The River of Thoughts
V 1.1 Cafe Melb May 2023
There is a wonderful analogy for mediation that many people find useful.
Imaging your mind is a river and your thoughts are fish, constantly moving along.
When you try to clear your mind, you jump into the river and attempt to remove them. But all you achieve is muddying the water, as the flow of thoughts is unceasing.
You soon come to the realization that you can't stop them, it appears you have no control over them at all. This is quite frustrating as so many others appear to succeed and you are therefore failing.
The suggestion is that rather than trying to stop the thoughts that you sit on the bank of the river and just observe them. Try not to attach to them. Just acknowledging them as they slide past.

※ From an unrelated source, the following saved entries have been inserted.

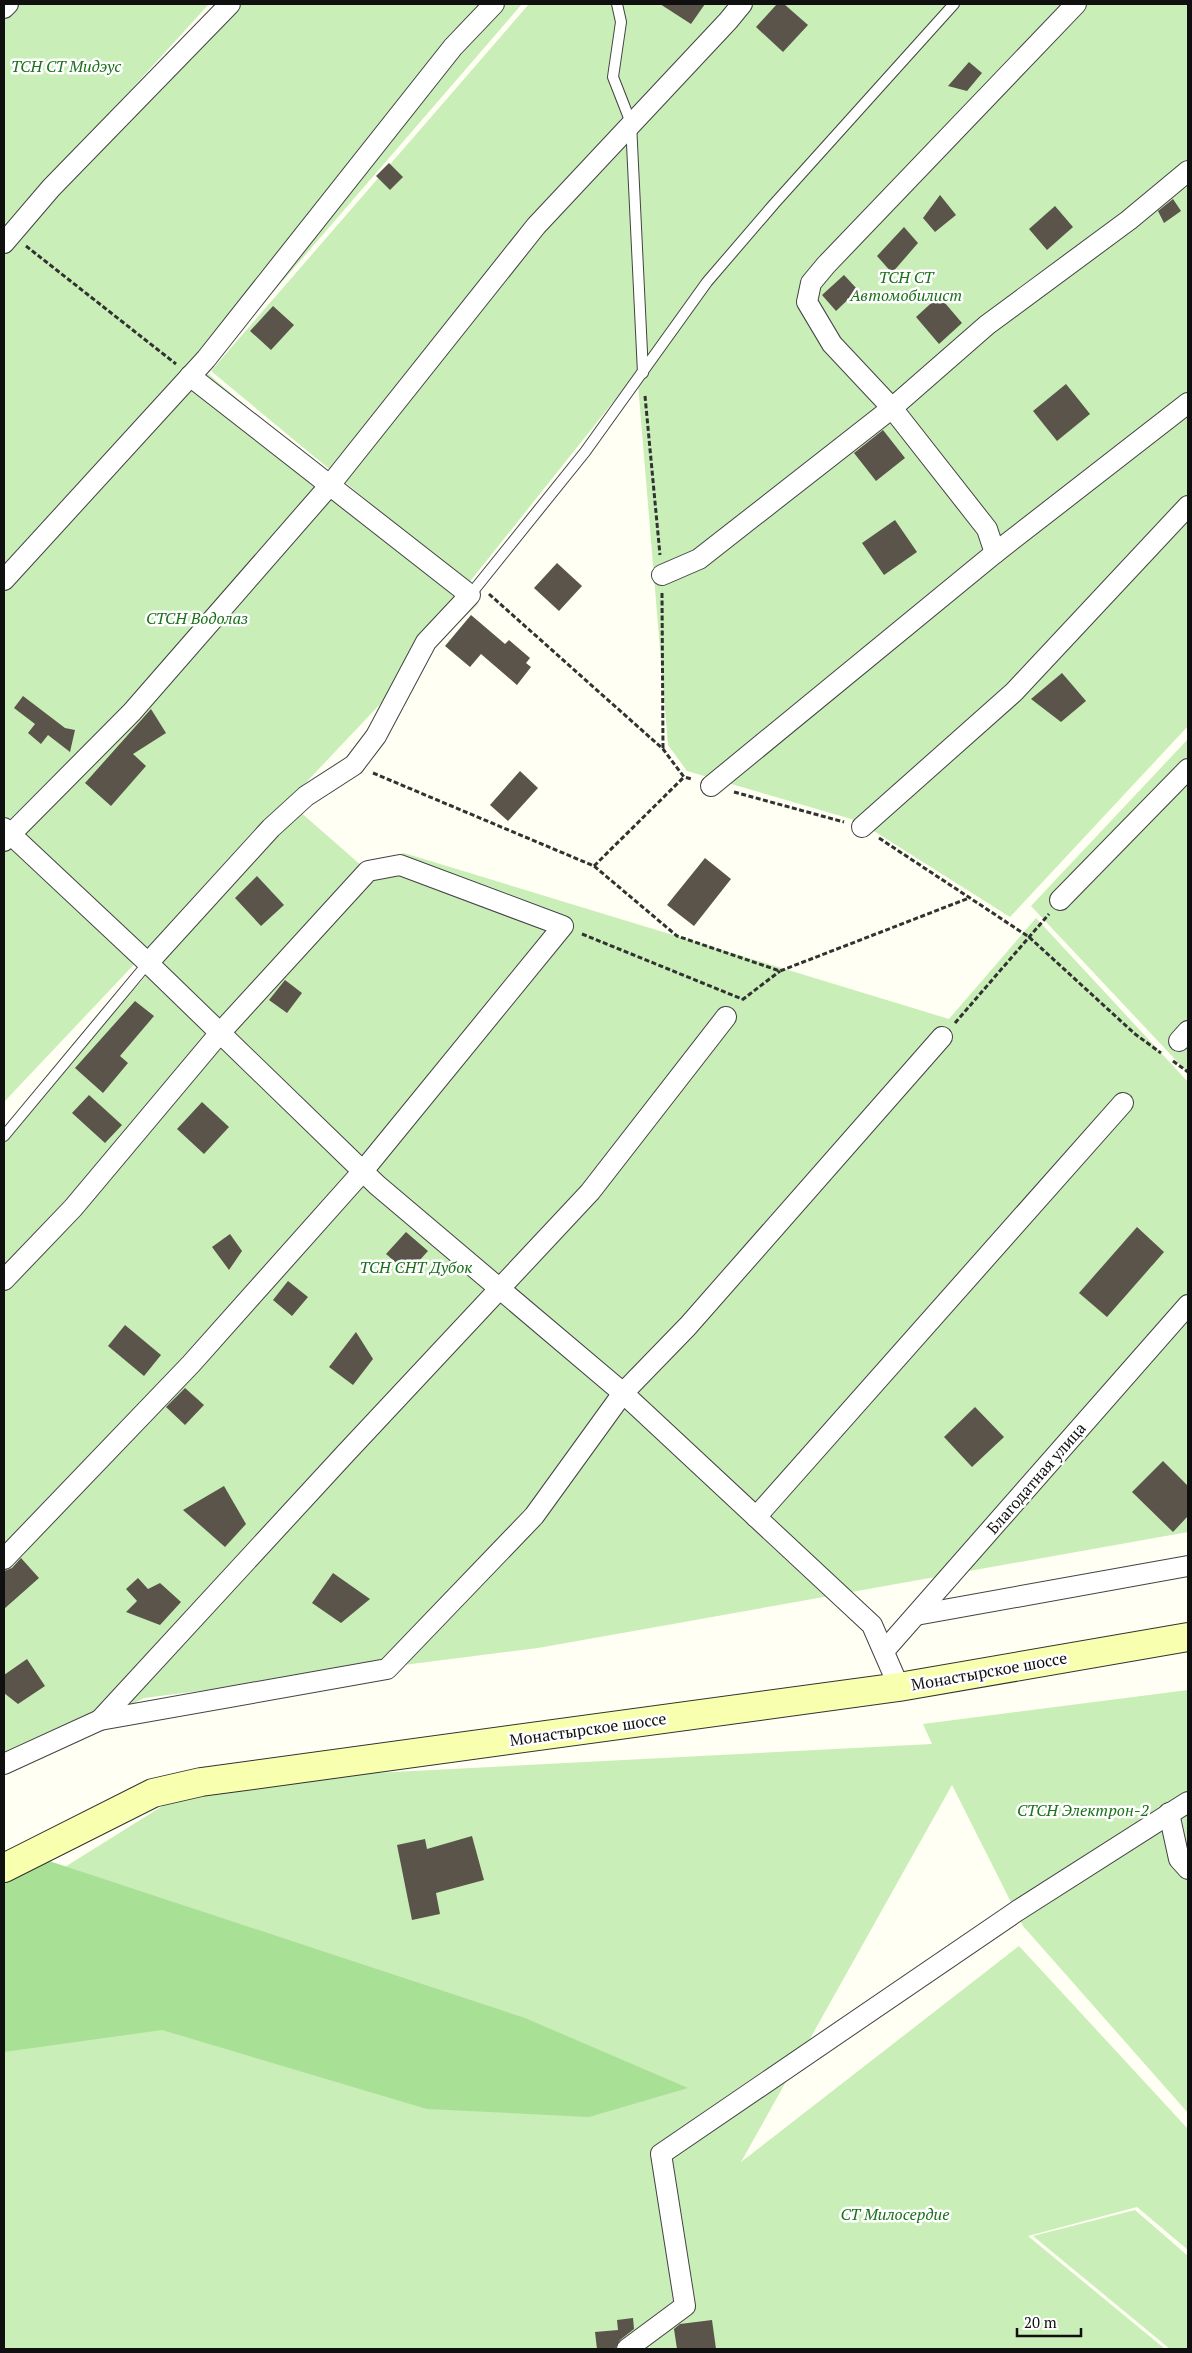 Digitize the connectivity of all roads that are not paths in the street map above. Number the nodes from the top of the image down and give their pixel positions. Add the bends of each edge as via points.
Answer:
1 (8, 4) edge
2 (230, 4) edge
3 (494, 4) edge
4 (617, 4) edge
5 (742, 4) edge
6 (954, 4) edge
7 (1076, 4) edge
8 (4, 8) edge
9 (631, 123) junction
10 (1188, 171) edge
11 (7, 239) edge
12 (643, 374) junction
13 (190, 376) junction
14 (1188, 403) edge
15 (892, 408) junction
16 (330, 485) junction
17 (1188, 506) edge
18 (995, 553) junction
19 (662, 575) dead end
20 (4, 580) edge
21 (475, 590) junction
22 (1188, 769) edge
23 (711, 786) road end
24 (862, 827) road end
25 (6, 835) edge
26 (1060, 900) road end
27 (148, 963) junction
28 (726, 1017) road end
29 (219, 1034) junction
30 (942, 1037) road end
31 (1123, 1103) dead end
32 (4, 1136) edge
33 (364, 1171) junction
34 (4, 1280) edge
35 (501, 1289) junction
36 (1188, 1304) edge
37 (624, 1393) junction
38 (756, 1516) junction
39 (4, 1559) edge
40 (1188, 1566) edge
41 (916, 1615) junction
42 (1188, 1637) edge
43 (884, 1652) junction
44 (899, 1686) junction
45 (100, 1720) junction
46 (4, 1764) edge
47 (1188, 1802) edge
48 (1169, 1813) junction
49 (4, 1868) edge
50 (1188, 1869) edge
51 (628, 2349) edge

1 - 8 street
2 - 11 street via 51,188
3 - 13 street via 453,47
4 - 9 lane via 621,22 613,77
5 - 9 street
6 - 12 lane via 707,282
7 - 15 street via 811,283 807,302 832,344
9 - 12 lane
9 - 16 street via 536,226
10 - 15 street via 1130,220 987,326
12 - 21 lane
13 - 16 street
13 - 20 street
14 - 18 street
15 - 18 street via 987,530
15 - 19 street via 699,559
16 - 21 street
16 - 25 street via 132,712
17 - 24 street via 1014,692
18 - 23 street
21 - 27 street via 426,642 376,736 354,765 306,796 270,828
22 - 26 street
25 - 27 street
27 - 29 street
27 - 32 lane
28 - 35 street via 590,1192
29 - 33 street
29 - 33 street via 368,871 400,865 563,926
29 - 34 street via 73,1208
30 - 37 street via 688,1326
31 - 38 street
33 - 35 street
33 - 39 street via 191,1364
35 - 37 street
35 - 45 street
36 - 41 street, Благодатная улица
37 - 38 street
37 - 45 street via 534,1516 387,1670
38 - 43 street via 872,1625
40 - 41 street
41 - 43 street, Благодатная улица
42 - 44 main road, Монастырское шоссе
43 - 44 street
44 - 49 main road, Монастырское шоссе via 201,1782 153,1793
45 - 46 street
47 - 48 street
48 - 50 street via 1180,1859
48 - 51 street via 1017,1911 661,2154 685,2306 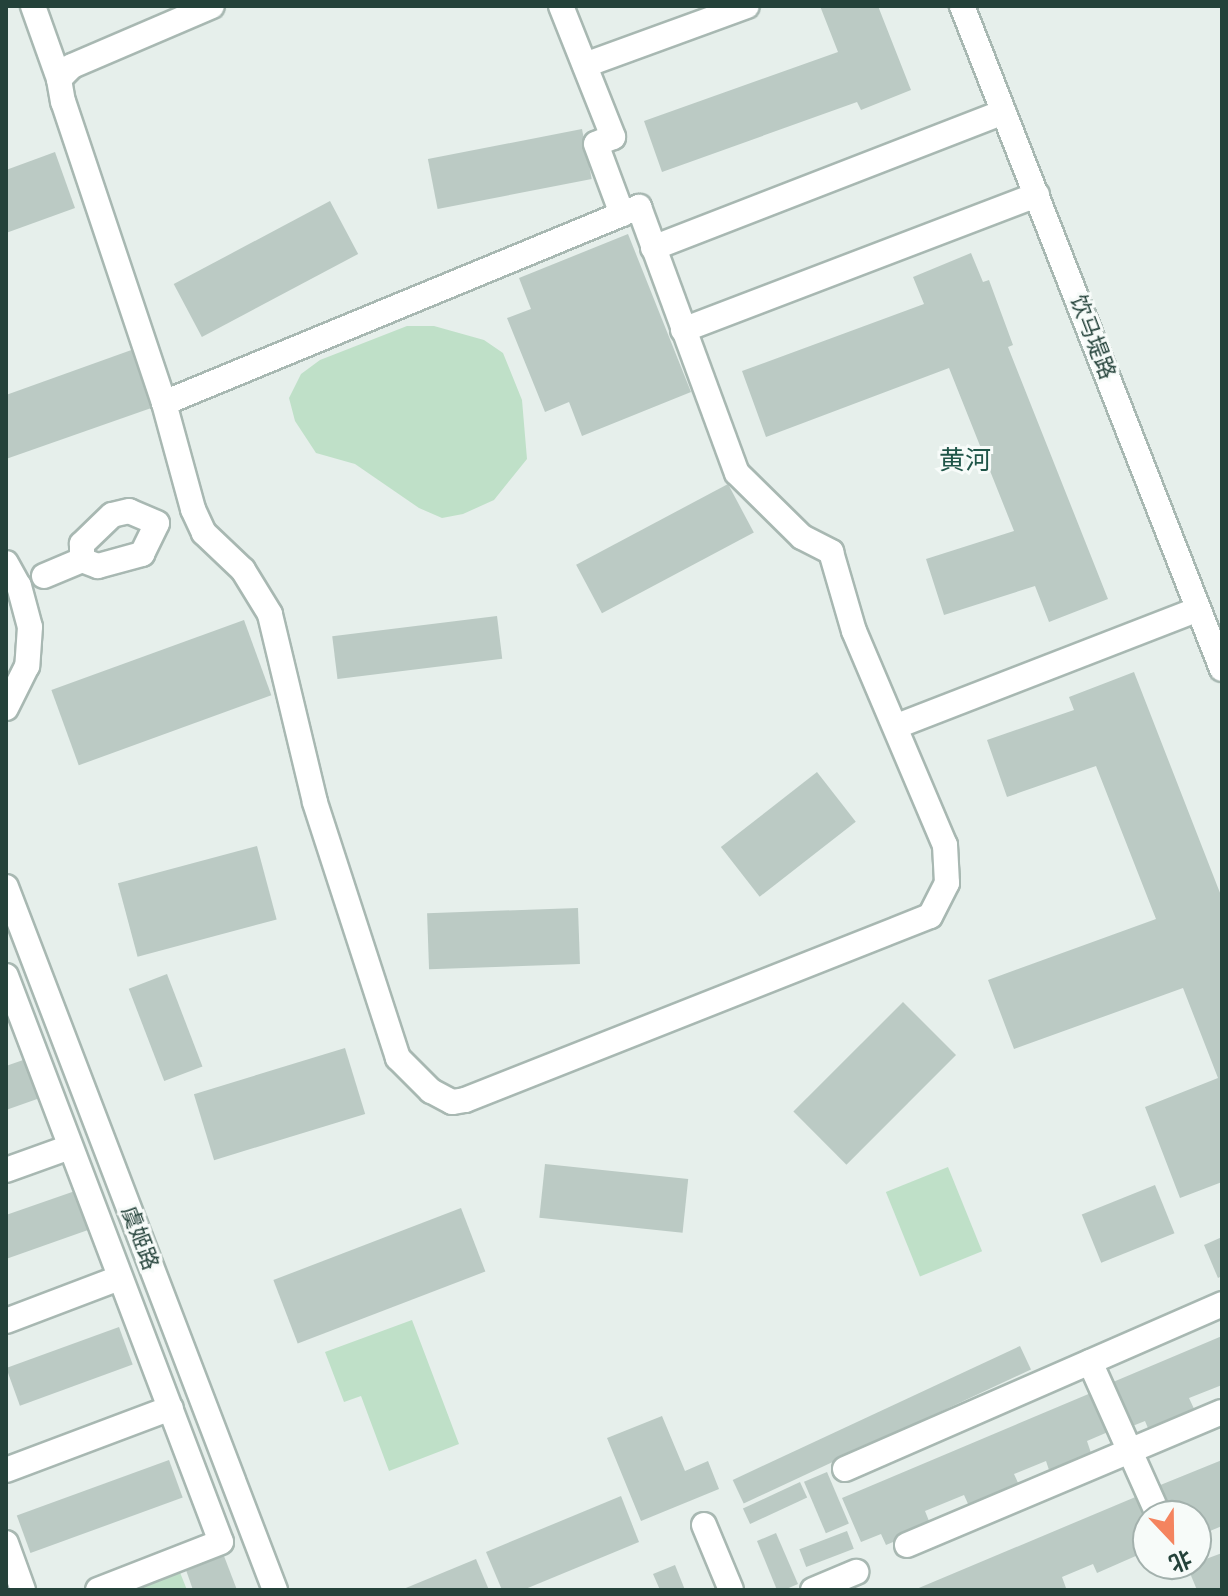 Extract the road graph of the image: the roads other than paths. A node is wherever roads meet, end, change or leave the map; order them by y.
1 (33, 6) edge
2 (212, 6) edge
3 (561, 6) edge
4 (747, 6) edge
5 (962, 6) edge
6 (585, 65) junction
7 (59, 79) junction
8 (1004, 112) junction
9 (1037, 195) junction
10 (622, 214) junction
11 (653, 248) junction
12 (683, 330) junction
13 (164, 403) junction
14 (193, 509) junction
15 (157, 523) junction
16 (82, 560) junction
17 (9, 568) edge
18 (44, 576) junction
19 (24, 600) junction
20 (1198, 609) junction
21 (1222, 669) edge
22 (6, 708) edge
23 (897, 726) junction
24 (6, 887) edge
25 (6, 976) edge
26 (12, 1012) edge
27 (70, 1147) junction
28 (6, 1170) edge
29 (119, 1278) junction
30 (1222, 1304) edge
31 (6, 1321) edge
32 (1090, 1362) junction
33 (171, 1408) junction
34 (1222, 1412) edge
35 (1131, 1452) junction
36 (845, 1469) dead end
37 (6, 1470) edge
38 (1152, 1500) edge
39 (704, 1525) dead end
40 (6, 1543) edge
41 (907, 1545) dead end
42 (856, 1572) dead end
43 (23, 1590) edge
44 (98, 1590) edge
45 (275, 1590) edge
46 (731, 1590) edge
47 (813, 1590) edge

1 - 7 street
2 - 7 street
3 - 6 street
4 - 6 street
5 - 8 street, 饮马堤路
6 - 10 street
7 - 13 street
8 - 9 street, 饮马堤路
8 - 11 street
9 - 12 street
9 - 20 street, 饮马堤路
10 - 11 street
10 - 13 street
11 - 12 street
12 - 23 street
13 - 14 street
14 - 15 street
14 - 23 street
15 - 16 street
15 - 16 street
16 - 18 street
17 - 18 street
17 - 19 street
18 - 19 street
19 - 22 street
20 - 21 street, 饮马堤路
20 - 23 street
24 - 45 street, 虞姬路
25 - 26 street
26 - 27 street
27 - 28 street
27 - 29 street
29 - 31 street
29 - 33 street
30 - 32 street
32 - 35 street
32 - 36 street
33 - 37 street
33 - 44 street
34 - 35 street
35 - 38 street
35 - 41 street
39 - 46 street
40 - 43 street
42 - 47 street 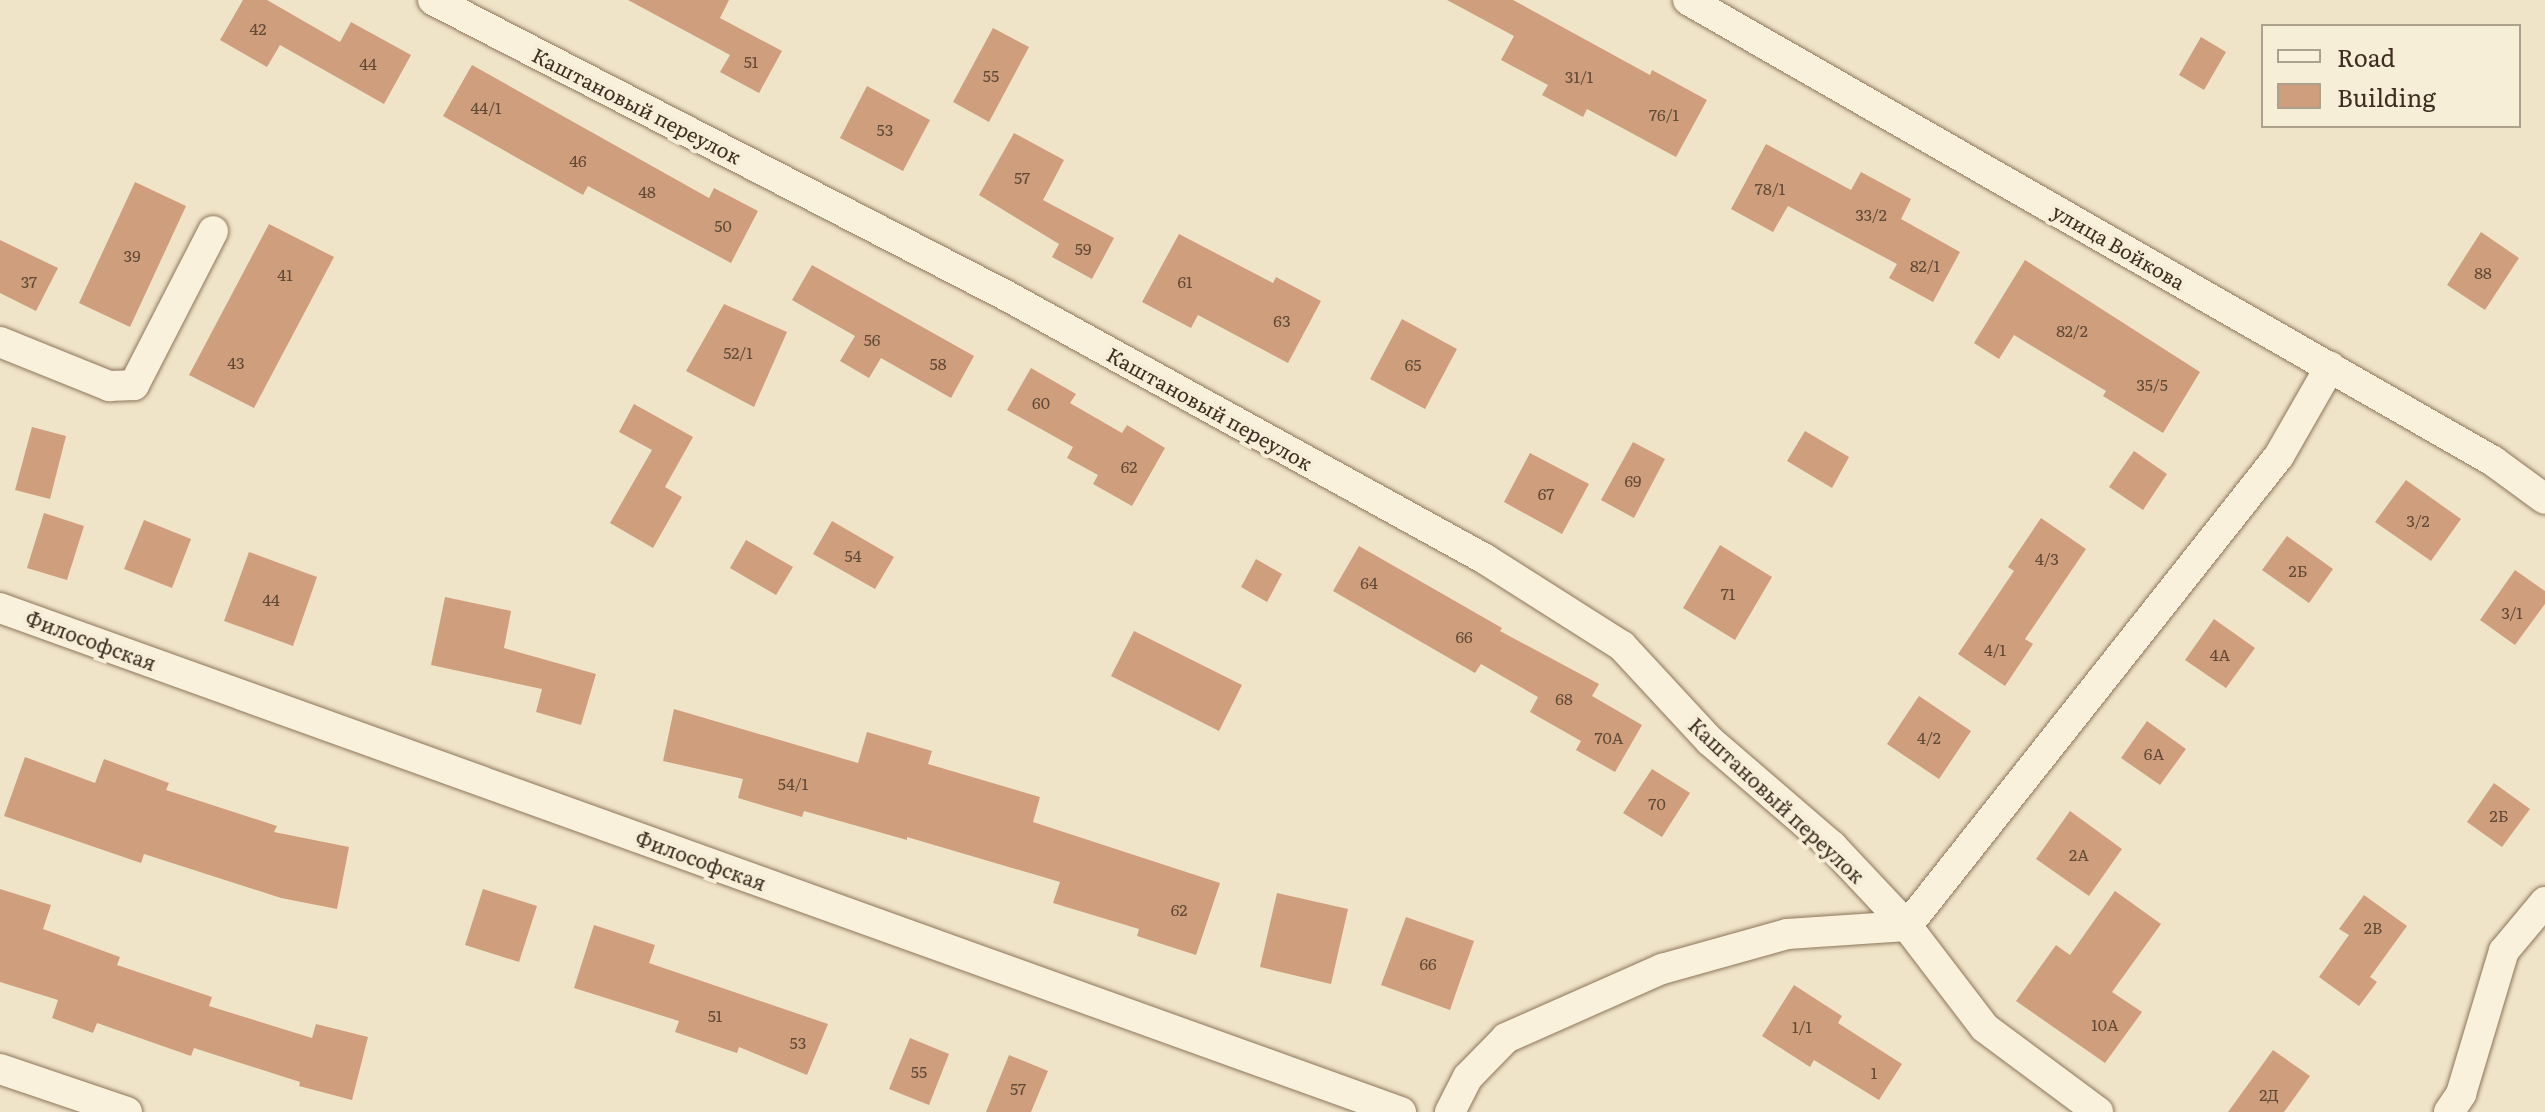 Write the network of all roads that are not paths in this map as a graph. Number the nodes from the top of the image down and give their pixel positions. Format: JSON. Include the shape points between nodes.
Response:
{"nodes":[{"id":1,"x":433,"y":0,"type":"edge"},
{"id":2,"x":1688,"y":0,"type":"edge"},
{"id":3,"x":213,"y":231,"type":"dead end"},
{"id":4,"x":0,"y":342,"type":"edge"},
{"id":5,"x":2330,"y":367,"type":"junction"},
{"id":6,"x":2545,"y":499,"type":"edge"},
{"id":7,"x":0,"y":608,"type":"edge"},
{"id":8,"x":2545,"y":902,"type":"edge"},
{"id":9,"x":1907,"y":926,"type":"junction"},
{"id":10,"x":0,"y":1069,"type":"edge"},
{"id":11,"x":127,"y":1112,"type":"edge"},
{"id":12,"x":1401,"y":1112,"type":"edge"},
{"id":13,"x":1450,"y":1112,"type":"edge"},
{"id":14,"x":2098,"y":1112,"type":"edge"},
{"id":15,"x":2449,"y":1112,"type":"edge"}],
"edges":[{"from":1,"to":9,"type":"street","name":"Каштановый переулок","via":[[1007,296],[1497,567],[1622,646],[1710,741],[1832,846]]},
{"from":2,"to":5,"type":"street","name":"улица Войкова"},
{"from":3,"to":4,"type":"street","via":[[134,385],[109,386]]},
{"from":5,"to":6,"type":"street","name":"улица Войкова","via":[[2493,461]]},
{"from":5,"to":9,"type":"street","via":[[2279,456]]},
{"from":7,"to":12,"type":"street","name":"Философская"},
{"from":8,"to":15,"type":"street","via":[[2504,951],[2461,1094]]},
{"from":9,"to":13,"type":"street","via":[[1787,934],[1662,969],[1506,1038],[1468,1077]]},
{"from":9,"to":14,"type":"street","name":"Каштановый переулок","via":[[1985,1028]]},
{"from":10,"to":11,"type":"street"}]}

Using this method we all can achieve some success but invariably, we will grasp onto to a thought and be carried away helplessly down the stream, unaware that it has even happened.
Then a considerable time later we will return to the present. The usual response to this is that we have, once again, failed. The frustration piles up on each attempt. The conclusion is that we are no good at this meditation stuff and should give it up.
But there is another way to look at this extremely common outcome.
Being captured by thought is just part of being human and is inevitable. But returning to the present should be a joy. A small celebration of arriving back in this moment.
Suspending judgement of our performance is counter intuitive. Judgement is a reflex we use to improve performance but in this situation it backfires.
Another suggestion is that in each moment we have the opportunity to begin again. It’s such a simple idea that easy to overlook just how powerful it is.
So now stripped of the concepts of failure, judgement and blame, the frustration falls away and we can return to the bank of the river each time refreshed and enthusiastic that regardless of whether we succeed or not, we have the opportunity to glimpse how our mind works.
In the beginning we only have small success, staving of attaching to thoughts for seconds and being carried away from this state we perceive is the goal of mediation. To be in the now.
But what if getting lost and returning is the practice. What if witnessing the process of seeing thoughts swim past and not grasping onto them, then getting lost and returning is the actual practice. How would it be possible to fail at this?
Over time the seconds build, the ability to witness thoughts at a distance becomes minutely stronger. The amount of time lost starts to get smaller. After much time, yes a lot of time, we can feel the very beginning of capture. The long term outcome of this is all of the rewards that meditation promises, focus, attention, calmness etc....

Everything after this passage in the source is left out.